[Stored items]
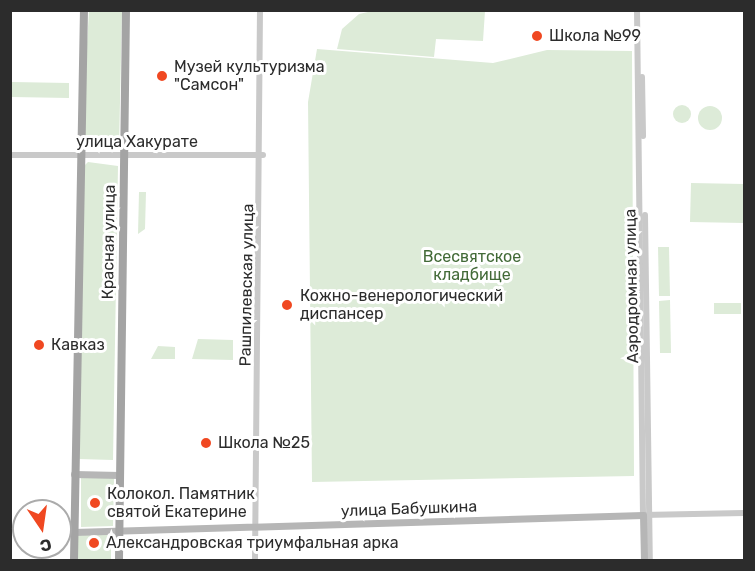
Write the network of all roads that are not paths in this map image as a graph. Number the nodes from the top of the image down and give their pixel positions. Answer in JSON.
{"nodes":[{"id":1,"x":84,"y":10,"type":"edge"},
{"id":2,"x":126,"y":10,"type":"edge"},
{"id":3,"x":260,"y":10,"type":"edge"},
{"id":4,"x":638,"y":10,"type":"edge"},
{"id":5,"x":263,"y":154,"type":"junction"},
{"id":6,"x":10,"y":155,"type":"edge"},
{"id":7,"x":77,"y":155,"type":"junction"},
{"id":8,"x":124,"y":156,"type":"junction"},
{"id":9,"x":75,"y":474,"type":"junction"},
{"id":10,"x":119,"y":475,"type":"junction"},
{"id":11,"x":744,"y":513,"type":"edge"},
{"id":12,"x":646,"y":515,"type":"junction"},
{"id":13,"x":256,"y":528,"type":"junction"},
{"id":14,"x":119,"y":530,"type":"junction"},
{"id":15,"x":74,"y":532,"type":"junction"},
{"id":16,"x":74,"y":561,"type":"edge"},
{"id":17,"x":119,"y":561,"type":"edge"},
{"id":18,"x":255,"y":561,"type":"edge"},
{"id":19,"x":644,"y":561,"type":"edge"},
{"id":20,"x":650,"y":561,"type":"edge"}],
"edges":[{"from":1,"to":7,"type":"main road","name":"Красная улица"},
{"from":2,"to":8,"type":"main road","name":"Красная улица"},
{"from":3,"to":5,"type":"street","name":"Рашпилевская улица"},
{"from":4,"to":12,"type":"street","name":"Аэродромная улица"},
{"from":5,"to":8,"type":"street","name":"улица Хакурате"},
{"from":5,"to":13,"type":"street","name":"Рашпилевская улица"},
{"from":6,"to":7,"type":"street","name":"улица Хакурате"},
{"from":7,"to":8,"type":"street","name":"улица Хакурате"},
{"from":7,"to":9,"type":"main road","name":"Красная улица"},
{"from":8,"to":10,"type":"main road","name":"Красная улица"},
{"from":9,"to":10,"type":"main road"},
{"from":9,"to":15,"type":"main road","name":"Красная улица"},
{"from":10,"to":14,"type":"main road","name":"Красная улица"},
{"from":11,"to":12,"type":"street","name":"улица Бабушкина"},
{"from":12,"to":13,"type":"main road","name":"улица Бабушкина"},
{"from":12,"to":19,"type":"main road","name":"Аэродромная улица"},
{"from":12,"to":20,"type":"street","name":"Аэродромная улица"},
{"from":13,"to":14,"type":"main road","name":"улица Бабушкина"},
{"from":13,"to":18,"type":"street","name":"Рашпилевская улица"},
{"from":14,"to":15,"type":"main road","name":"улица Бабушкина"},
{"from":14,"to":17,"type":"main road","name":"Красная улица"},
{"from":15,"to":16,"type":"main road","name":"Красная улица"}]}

## [EXERCISE]
In the copy, include every record exactly and no pictures.

## [EXERCISE SOLUTION]
Write the network of all roads that are not paths in this map image as a graph. Number the nodes from the top of the image down and give their pixel positions. Answer in JSON.
{"nodes":[{"id":1,"x":84,"y":10,"type":"edge"},
{"id":2,"x":126,"y":10,"type":"edge"},
{"id":3,"x":260,"y":10,"type":"edge"},
{"id":4,"x":638,"y":10,"type":"edge"},
{"id":5,"x":263,"y":154,"type":"junction"},
{"id":6,"x":10,"y":155,"type":"edge"},
{"id":7,"x":77,"y":155,"type":"junction"},
{"id":8,"x":124,"y":156,"type":"junction"},
{"id":9,"x":75,"y":474,"type":"junction"},
{"id":10,"x":119,"y":475,"type":"junction"},
{"id":11,"x":744,"y":513,"type":"edge"},
{"id":12,"x":646,"y":515,"type":"junction"},
{"id":13,"x":256,"y":528,"type":"junction"},
{"id":14,"x":119,"y":530,"type":"junction"},
{"id":15,"x":74,"y":532,"type":"junction"},
{"id":16,"x":74,"y":561,"type":"edge"},
{"id":17,"x":119,"y":561,"type":"edge"},
{"id":18,"x":255,"y":561,"type":"edge"},
{"id":19,"x":644,"y":561,"type":"edge"},
{"id":20,"x":650,"y":561,"type":"edge"}],
"edges":[{"from":1,"to":7,"type":"main road","name":"Красная улица"},
{"from":2,"to":8,"type":"main road","name":"Красная улица"},
{"from":3,"to":5,"type":"street","name":"Рашпилевская улица"},
{"from":4,"to":12,"type":"street","name":"Аэродромная улица"},
{"from":5,"to":8,"type":"street","name":"улица Хакурате"},
{"from":5,"to":13,"type":"street","name":"Рашпилевская улица"},
{"from":6,"to":7,"type":"street","name":"улица Хакурате"},
{"from":7,"to":8,"type":"street","name":"улица Хакурате"},
{"from":7,"to":9,"type":"main road","name":"Красная улица"},
{"from":8,"to":10,"type":"main road","name":"Красная улица"},
{"from":9,"to":10,"type":"main road"},
{"from":9,"to":15,"type":"main road","name":"Красная улица"},
{"from":10,"to":14,"type":"main road","name":"Красная улица"},
{"from":11,"to":12,"type":"street","name":"улица Бабушкина"},
{"from":12,"to":13,"type":"main road","name":"улица Бабушкина"},
{"from":12,"to":19,"type":"main road","name":"Аэродромная улица"},
{"from":12,"to":20,"type":"street","name":"Аэродромная улица"},
{"from":13,"to":14,"type":"main road","name":"улица Бабушкина"},
{"from":13,"to":18,"type":"street","name":"Рашпилевская улица"},
{"from":14,"to":15,"type":"main road","name":"улица Бабушкина"},
{"from":14,"to":17,"type":"main road","name":"Красная улица"},
{"from":15,"to":16,"type":"main road","name":"Красная улица"}]}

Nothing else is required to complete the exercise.